Dude, you're making way too many of these at one time.


----------



## Mael (Mar 18, 2013)

Furious George said:


> Dude, you're making way too many of these at one time.



I'm making just four today.  There will be another bit of four soon afterward.


----------



## Stunna (Mar 18, 2013)

Yo, this mess is rigged.


----------



## Mael (Mar 18, 2013)

I take it you're just on the losing side.


----------



## Stunna (Mar 18, 2013)

...






Yes.


----------



## Krory (Mar 18, 2013)

Both sides are the losing side.


----------



## Mael (Mar 18, 2013)

Krory said:


> Both sides are the losing side.



Just as planned.


----------



## Krory (Mar 18, 2013)

This contest seems to be for the sole purpose to weed out any of the idiots because anyone who actually spends time arguing over which of these two better just need to be executed by the folks more capable of grasping decent character concepts.


----------



## Krory (Mar 18, 2013)

But hey, that's just my opinion.

I'm not the conglomerate with millions of dollars that managed to run a series into the ground and repeatedly rape it like an abused overseas mail-order bride while remaining mystified that my Western third-party sources manage to continue to make good titles.


----------



## Stunna (Mar 18, 2013)

Good thing I rarely give credence to your opinion. :33


----------



## Mael (Mar 18, 2013)

Krory said:


> This contest seems to be for the sole purpose to weed out any of the idiots because anyone who actually spends time arguing over which of these two better just need to be executed by the folks more capable of grasping decent character concepts.

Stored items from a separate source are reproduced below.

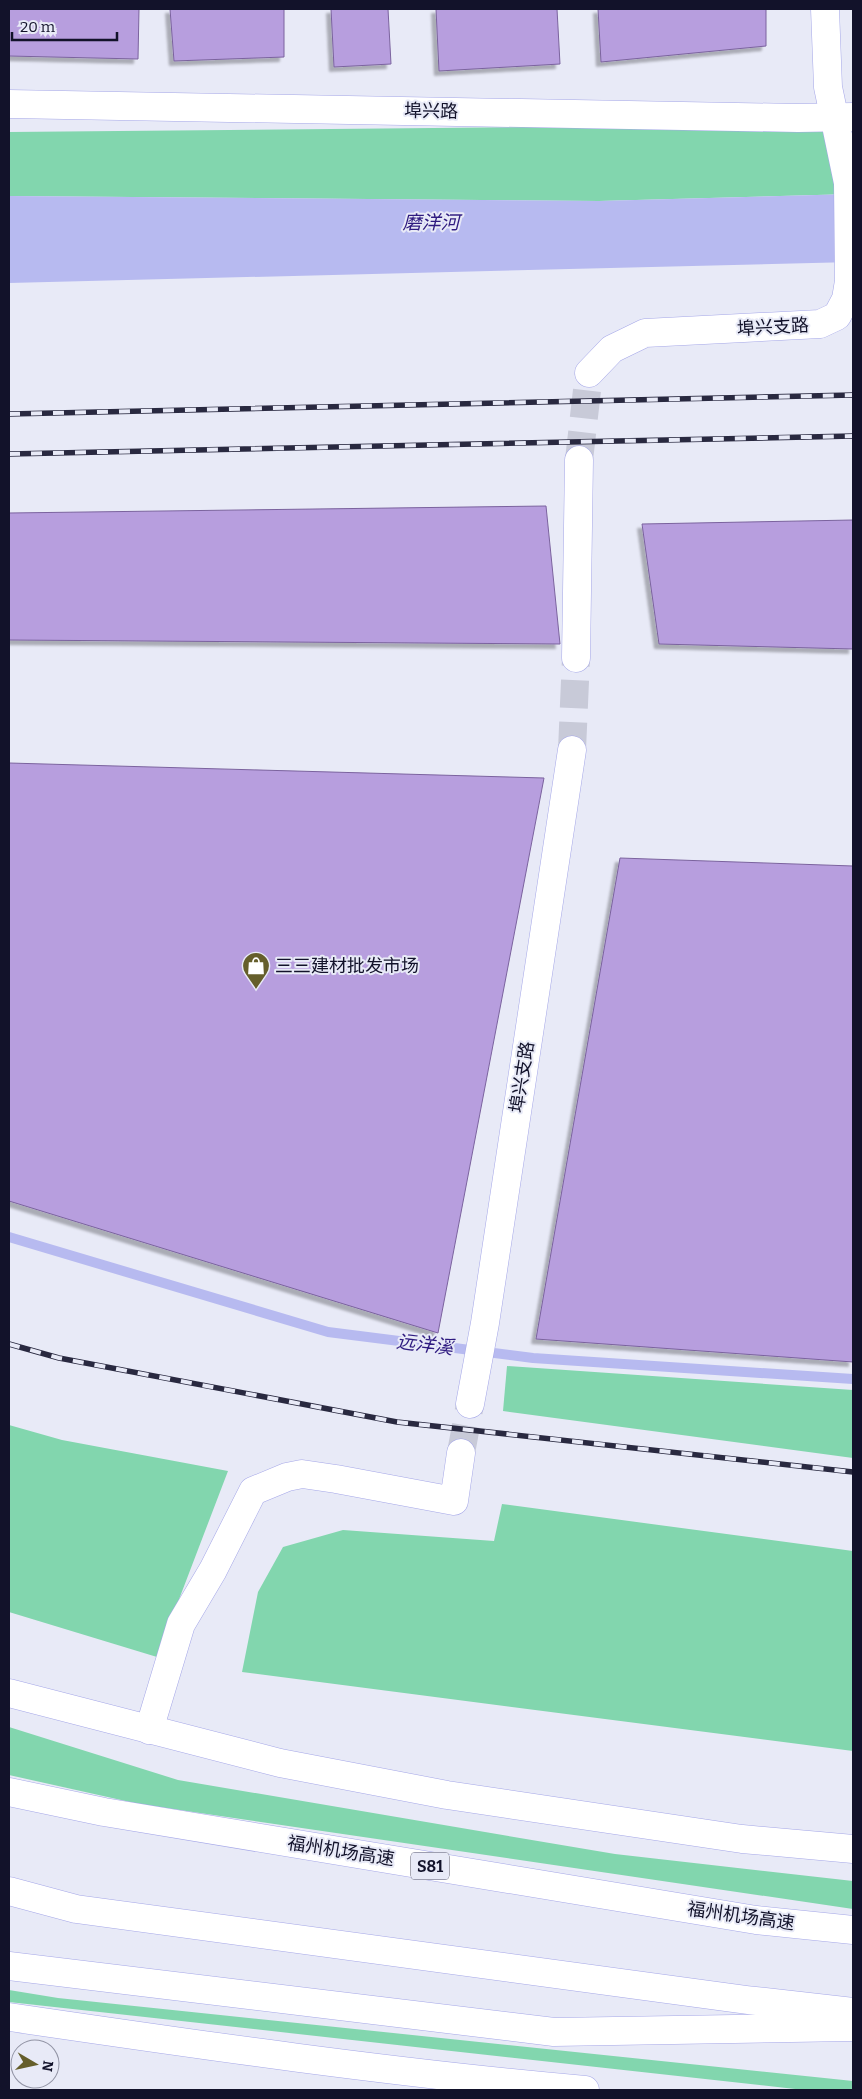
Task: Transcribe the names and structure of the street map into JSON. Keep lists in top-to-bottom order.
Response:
{
  "streets": {
    "main road": [
      "埠兴路",
      "埠兴支路",
      "福州机场高速",
      "S81"
    ]
  },
  "crossings": [
    ["埠兴路", "埠兴支路"]
  ],
  "water": ["磨洋河", "远洋溪"],
  "places": {
    "shop": ["三三建材批发市场"]
  },
  "scale_bar": "20 m",
  "north": "right"
}
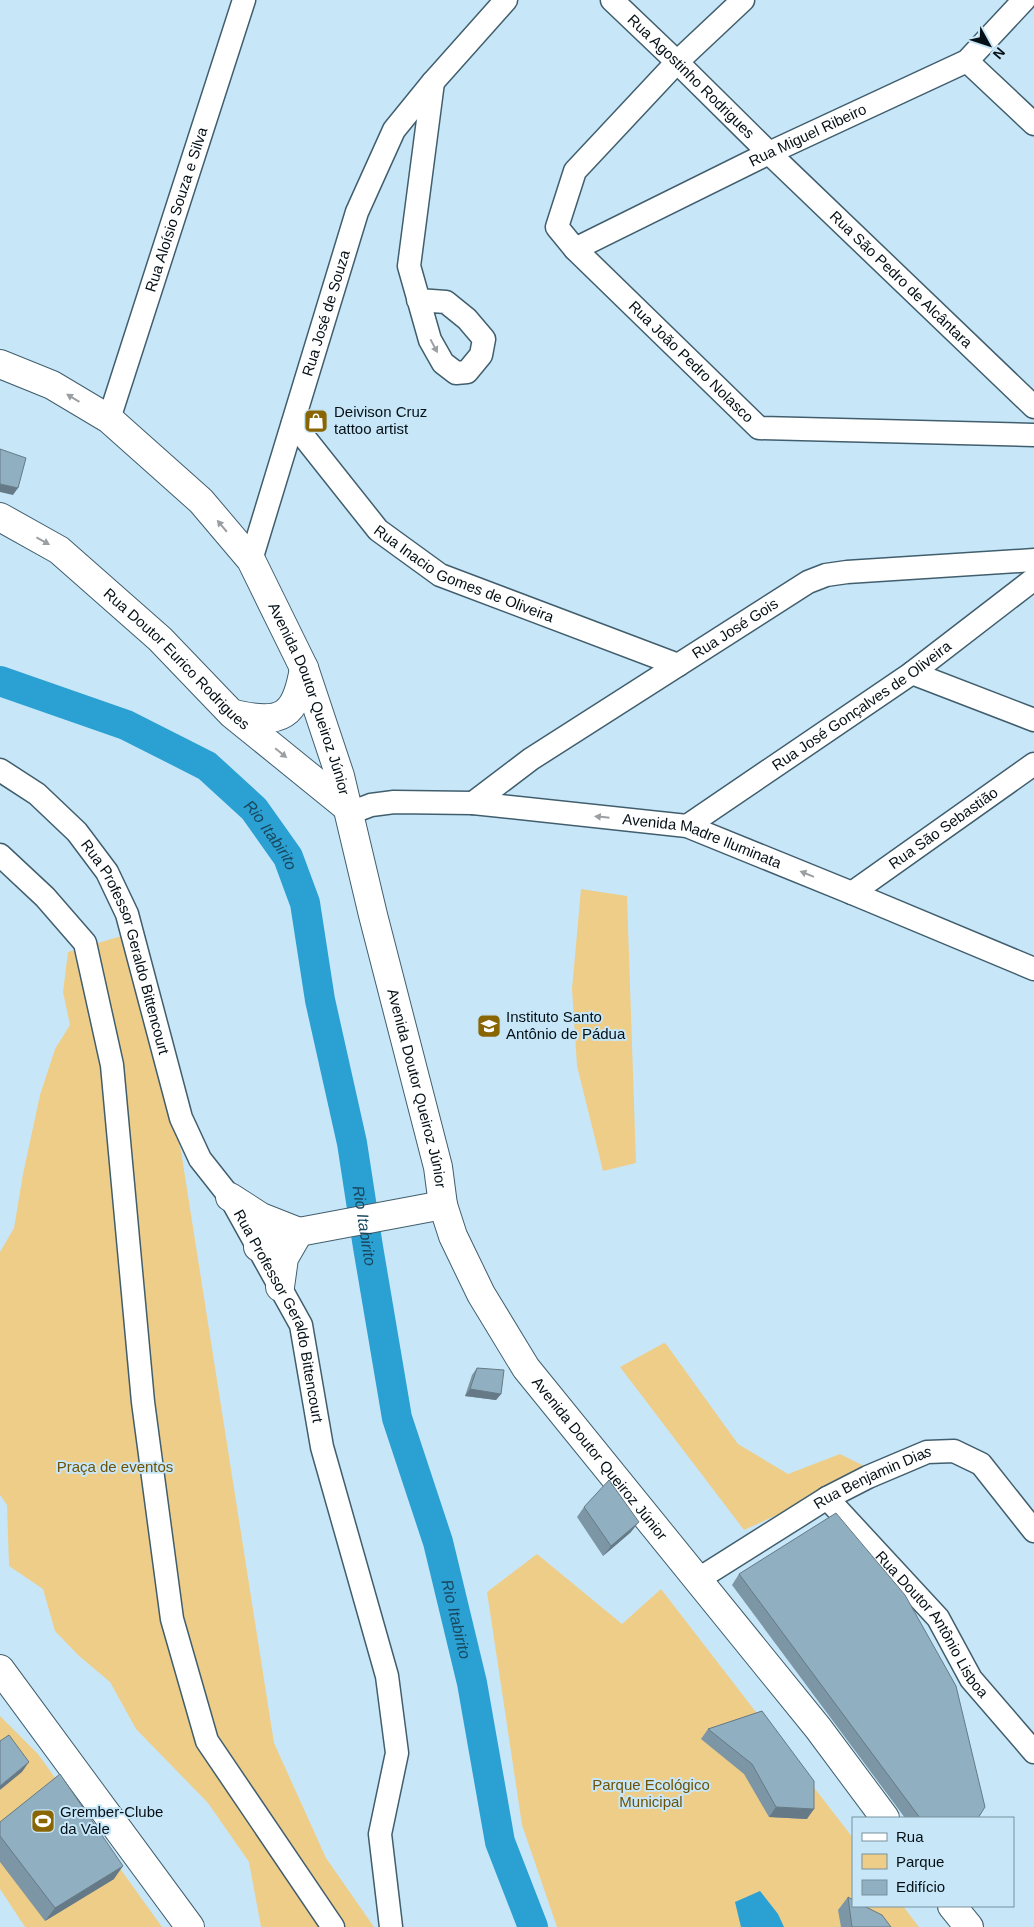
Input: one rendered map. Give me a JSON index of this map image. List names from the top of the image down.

Relax, kiddo.  You have an Assassin's Creed sig which if anything its third installment was already rather crash and burn.


----------



## Krory (Mar 18, 2013)

Stunna said:


> Good thing I rarely give credence to your opinion. :33



Which is probably why you still have crappy taste.




Mael said:


> Relax, kiddo.  You have an Assassin's Creed sig which if anything its third installment was already rather crash and burn.



Of which I criticize quite lengthily on a regular basis and paint Ubisoft as bigger baby-rapers than EA and have never stated that AC should be known for anything truly remarkable with its mediocre platform, subpar combat, and forgettable cast of characters with the exception of its bad guys in ACIII who managed to be scumbaggy enough that it gives away just how evil they are... not that you shouldn't be able to tell by the dead, soulless eyes of Charles Lee and his combover. But hey at least you remember their names rather than The Ezio Saga's habit of making bad guys the historical figures just so you'd remember who the Hell they were because they did absolutely fuckall otherwise (and ACI's main baddy practically wearing it as a sign stapled to his face with Christmas lights twirled around it to try and draw your attention to it).


----------



## Stunna (Mar 18, 2013)

Well I don't see how you could criticize my taste seeing as how you don't know me well enough to name even one of my favorite games, but the point is that I tend not to respect the opinions of those who feel obligated to insult others over subjective matters.


----------



## Krory (Mar 18, 2013)

Stunna said:


> Well I don't see how you could criticize my taste seeing as how you don't know me well enough to name even one of my favorite games, but the point is that I tend not to respect the opinions of those who feel obligated to insult others over subjective matters.



You must block yourself off from ninety percent of the internet, then.


----------



## WolfPrinceKiba (Mar 18, 2013)

Cloud is the lesser of two evils here. I actually remember something in FFVII with him that might have resembled "deep" character development. Probably that part where hes in a coma or something and you see inside his mind. Him dressed as a girl was also pretty funny.


----------



## Stunna (Mar 18, 2013)

Krory said:


> You must block yourself off from ninety percent of the internet, then.


...

Okay, you got me. 

I may respect your taste and opinion, but not necessarily the person.


----------



## Krory (Mar 18, 2013)

WolfPrinceKiba said:


> Cloud is the lesser of two evils here. I actually remember something in FFVII with him that might have resembled "deep" character development. Probably that part where hes in a coma or something and you see inside his mind. Him dressed as a girl was also pretty funny.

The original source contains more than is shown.